Evariste Gallimard était un mécréant atypique tombé si fort amoureux de son bout de Paris, le Petit-Montrouge, qu’il n’avait même pas pensé à se marier. Il savait de toute façon que le mariage n’était pas pour lui. Il avait échappé à la guerre, ce n’était pas pour s’enfermer dans un carcan bien-pensant, avec enfants obligatoires, fidélité douteuse, regrets éternels. En sortant de l’immeuble du 2 rue Alphonse Daudet, Evariste avait ressenti nettement la différence entre la fraîcheur du hall et la chaleur pesante de la rue.


L’odeur de crottin frais avait envahi ses narines alors que, devant le cinq rue Alphonse-Daudet, une jument, attelée à une carriole en bois, mangeait tranquillement, la tête à moitié enfoncée dans un sac de jute rempli d’avoine que le charretier avait suspendu autour de sa nuque. Il s’était dirigé vers l’avenue d’Orléans, était passé devant le petit bistrot au bout de la rue, et avait tourné à gauche en direction de la barrière. Depuis longtemps déjà, il ne pensait plus à ses parents, passés à l’Orient Eternel. Il n’avait conçu ni regret, ni chagrin. Evariste Gallimard était passé devant le dépôt des tramways municipaux qui se situait sur la gauche de l’avenue d’Orléans en marchant vers le sud. Comme d’habitude, il avait jeté un coup d’œil intéressé, se demandant combien de temps il fallait faire rentrer les motrices chaque soir, sous l’immense verrière qui datait de mille-huit-cent quatre-vingt-quatre, l’année même où ses parents, des Lyonnais enrichis, s’étaient installés dans la capitale. L’ancien appartement se situait rue de la Voie Verte, pas très loin de la porte d’Orléans. En dix-neuf-cent deux, Aristide Gallimard et Amélie Morel-Journel, son épouse, avaient acheté un appartement dans un immeuble qui n’avait que trois ans d’âge.
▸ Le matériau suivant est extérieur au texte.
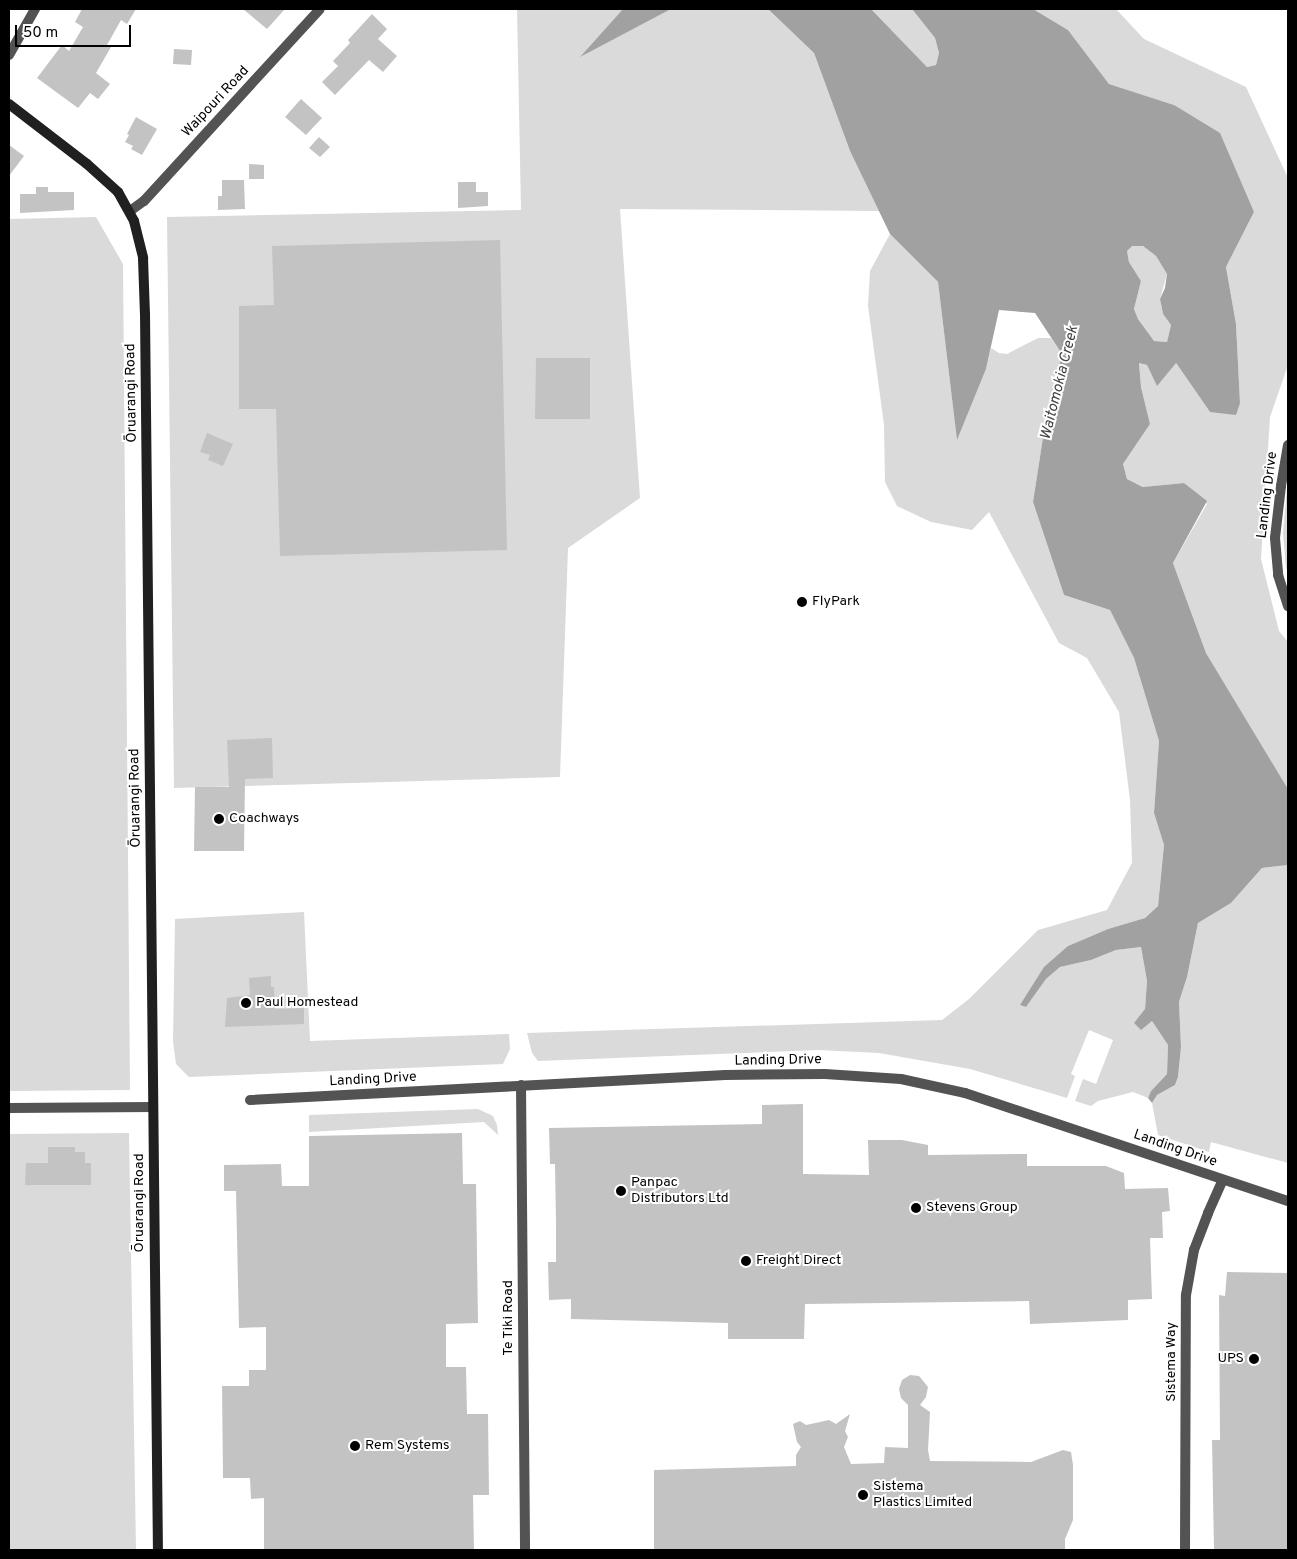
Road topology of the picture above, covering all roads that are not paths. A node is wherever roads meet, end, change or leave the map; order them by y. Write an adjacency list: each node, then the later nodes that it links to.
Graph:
1 (34, 9): 3 (street)
2 (320, 9): 5 (street, Waipouri Road)
3 (9, 55)
4 (9, 104): 5 (street, Ōruarangi Road)
5 (130, 211): 10 (street, Ōruarangi Road)
6 (1288, 445): 7 (street, Landing Drive)
7 (1288, 606)
8 (521, 1085): 9 (street, Landing Drive); 12 (street, Landing Drive); 15 (street, Te Tiki Road)
9 (250, 1100)
10 (153, 1107): 11 (street); 14 (street, Ōruarangi Road)
11 (9, 1108)
12 (1223, 1180): 13 (street, Landing Drive); 16 (street, Sistema Way)
13 (1288, 1201)
14 (158, 1550)
15 (524, 1550)
16 (1186, 1550)

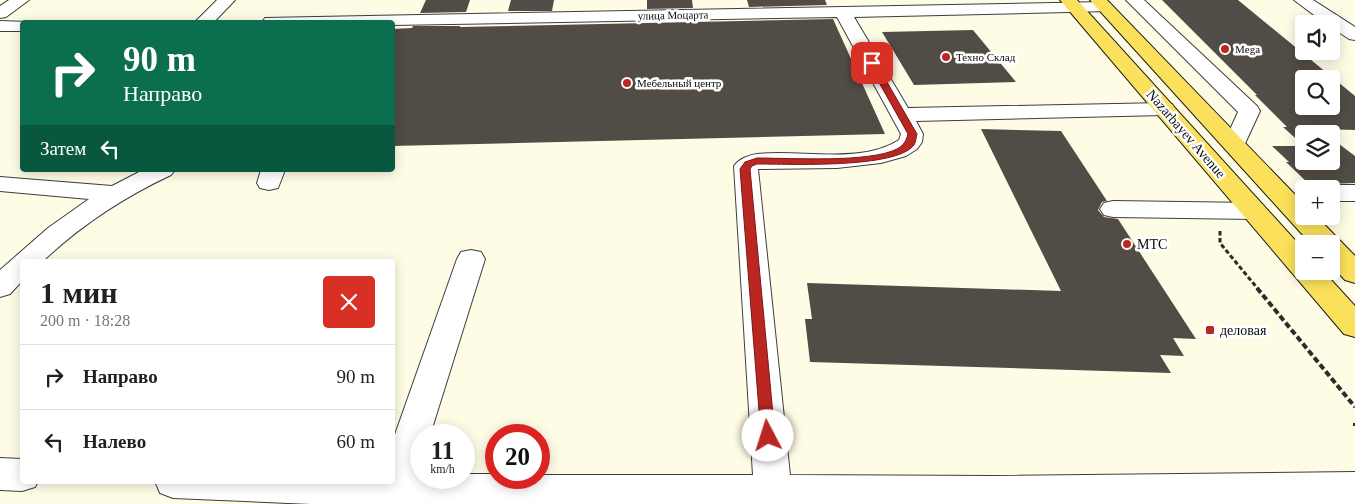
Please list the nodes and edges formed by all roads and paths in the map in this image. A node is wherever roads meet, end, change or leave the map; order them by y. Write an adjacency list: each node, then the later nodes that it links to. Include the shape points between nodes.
1 (21, 0): 13 (street)
2 (227, 0): 16 (street)
3 (488, 0): 15 (street)
4 (1134, 0): 21 (street)
5 (1302, 0): 20 (street)
6 (1101, 3): 7 (street, улица Моцарта); 22 (main road, Nazarbayev Avenue)
7 (1071, 4): 9 (street, улица Моцарта); 23 (main road, Nazarbayev Avenue)
8 (809, 6): 10 (street, улица Моцарта); 12 (street, улица Моцарта)
9 (881, 6): 12 (street, улица Моцарта)
10 (711, 7): 11 (street, улица Моцарта)
11 (596, 8): 15 (street, улица Моцарта)
12 (843, 12): 24 (street)
13 (0, 13)
14 (363, 17): 15 (street, улица Моцарта); 17 (street, улица Моцарта)
15 (482, 18)
16 (206, 20)
17 (308, 20)
18 (0, 26): 19 (street)
19 (20, 26)
20 (1355, 35)
21 (1198, 61): 22 (street); 25 (street, via 1249,111)
22 (1164, 71): 25 (main road, Nazarbayev Avenue)
23 (1164, 109): 24 (street); 33 (main road, Nazarbayev Avenue)
24 (902, 115): 49 (street, via 912,134 910,144 900,151 858,160 757,161 746,166)
25 (1234, 145): 34 (main road, Nazarbayev Avenue)
26 (153, 172): 30 (street)
27 (0, 184): 30 (street)
28 (1355, 192): 29 (street)
29 (1340, 193)
30 (115, 194): 37 (street, via 51,237)
31 (1113, 209): 32 (street)
32 (1222, 210): 33 (street); 44 (path, via 1220,242)
33 (1254, 211): 36 (main road, Nazarbayev Avenue)
34 (1319, 235)
35 (1340, 257): 40 (main road)
36 (1295, 258)
37 (29, 259)
38 (471, 259): 50 (street)
39 (20, 267): 42 (street)
40 (1355, 273)
41 (1315, 280): 43 (main road)
42 (0, 287)
43 (1355, 326)
44 (1355, 407)
45 (0, 474): 46 (street)
46 (20, 474)
47 (212, 484): 50 (street)
48 (1355, 489): 51 (street)
49 (773, 493): 50 (street); 51 (street)
50 (392, 498)
51 (996, 499)

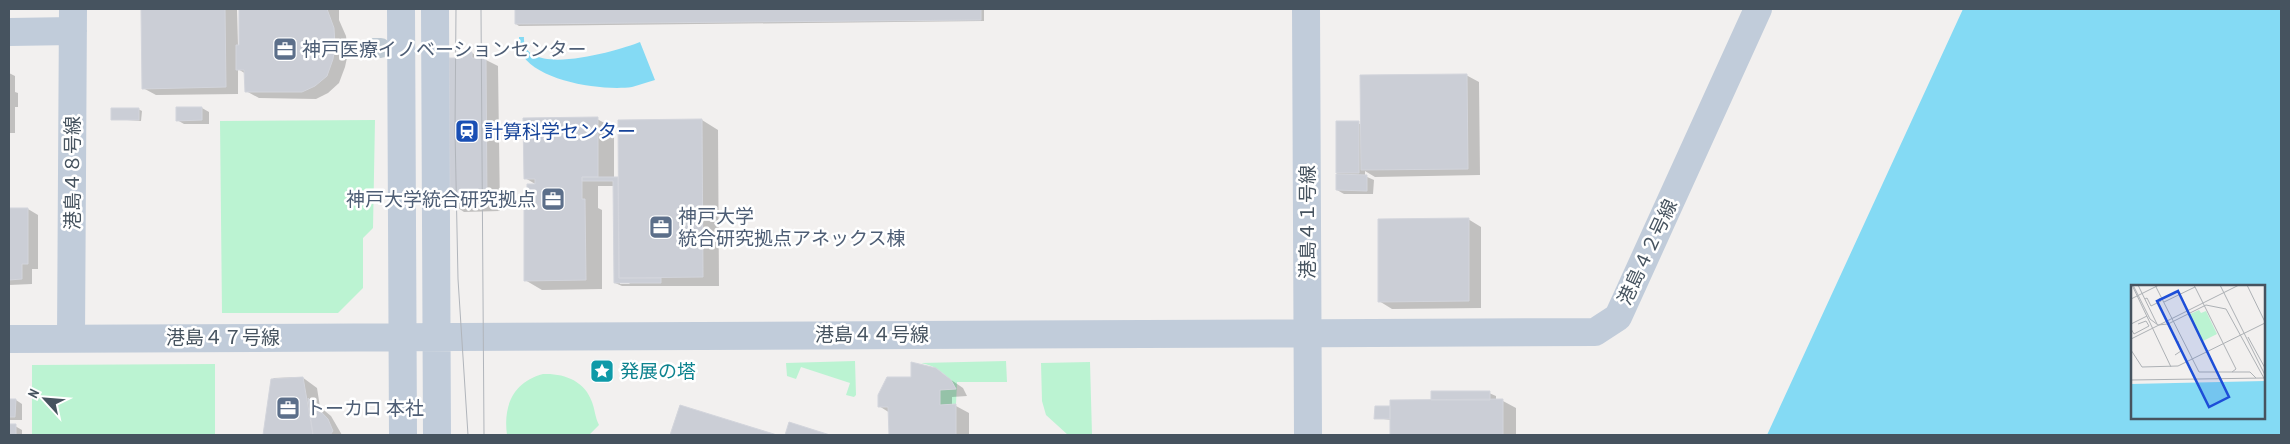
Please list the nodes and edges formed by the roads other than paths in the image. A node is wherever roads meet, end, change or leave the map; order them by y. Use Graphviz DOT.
graph roads {
  1 [pos="401,9"];
  2 [pos="436,9"];
  3 [pos="1306,9"];
  4 [pos="1758,9"];
  5 [pos="73,20"];
  6 [pos="9,32"];
  7 [pos="1307,334"];
  8 [pos="402,336"];
  9 [pos="437,336"];
  10 [pos="9,338"];
  11 [pos="71,338"];
  12 [pos="403,435"];
  13 [pos="437,435"];
  14 [pos="1308,435"];
  1 -- 8 [label="street"];
  2 -- 9 [label="street"];
  3 -- 7 [label="street, 港島４１号線"];
  4 -- 7 [label="street, 港島４２号線"];
  5 -- 6 [label="street"];
  5 -- 11 [label="street, 港島４８号線"];
  7 -- 9 [label="street, 港島４４号線"];
  7 -- 14 [label="street, 港島４１号線"];
  8 -- 9 [label="street, 港島４７号線"];
  8 -- 11 [label="street, 港島４７号線"];
  8 -- 12 [label="street"];
  9 -- 13 [label="street"];
  10 -- 11 [label="street, 港島４７号線"];
}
Amélie avait tout de suite aimé l’aspect du bâtiment. Il y avait même, au septième étage, accessible par un escalier dit « de service », une chambre pour la domesticité qui ne manquerait pas de servir le couple au quotidien et qui aurait droit, si, si, à un jour de congé par semaine puisque Madame était si bonne… Evariste se souvenait de l’année de ses quatre ans, quand était sortie de terre la brasserie Gallia. Il se souvenait des chevaux qui amenaient les matériaux, il se souvenait des maçons qui mangeaient sur le chantier. Il se souvenait même de mille-huit-cent-quatre-vingt-douze, quand sur un vague terrain recouvert d’herbe à lapin, les ouvriers du terrassement avaient percé la rue Sarrette.


La première année, quand la brasserie avait commencé à fonctionner, l’air du printemps sentait une odeur qu’Aristide ne supportait pas. « Amélie, ferme donc la fenêtre, ça sent la pisse » disait-il…alors Amélie fermait la fenêtre et Aristide se replongeait dans son « Petit Journal » pendant qu’Evariste jouait sur le tapis avec des cubes de bois peints de couleurs vives.


Un jour, bien plus tard, alors qu’Aristide, Evariste et Amélie passaient devant le Théâtre des Fantaisies de Montrouge sur l’avenue d’Orléans, pas loin de l’église Saint-Pierre, un petit homme pressé avec à son bras une femme jeune, s’était fait remarquer par la foule qui attendait l’ouverture du théâtre. Il parlait fort et semblait agité…. « C’est Illiytch Oulianov, le révolutionnaire Russe…Il a du aller jouer aux échecs au Café du Lion » avait hasardé le père d’Evariste. Pour une quelconque raison, cette brève rencontre avait laissé dans la mémoire d’Evariste un étrange souvenir. Mais c’est en mille-neuf-cent-dix-sept que tout lui était apparu plus clair, quand dans le Petit Journal du dix-huit mars, il avait pris connaissance des évènements de Pétrograd.


Evariste aimait bien mettre les souvenirs d’enfance ou de jeunesse dans de petites cases, bien rangées, au fond de son cerveau. Il était tout à la fois, méthodique et bordélique, serein et colérique, il savait baiser la main d’une dame et péter de la plus grossière façon lors d’un repas comme il fallait. Il connaissait les écritures mais pouvait aussi citer de larges extraits des œuvres érotiques de Paul Verlaine et d’Arthur Rimbaud, dont il était devenu grand admirateur en fréquentant un certain café ou de saines lectures circulaient sous le manteau. Il était infréquentable, définitivement gémeaux, connaissait beaucoup de monde et avait préféré cultiver ses quelques talents plutôt que de prétendre être quelqu’un d’autre.


Pour l’argent, il y avait le pactole de la famille Morel-Journel qui faisait des petits, régulièrement, et de plus en plus, à la banque Wegelin de Saint-Gall, en Suisse.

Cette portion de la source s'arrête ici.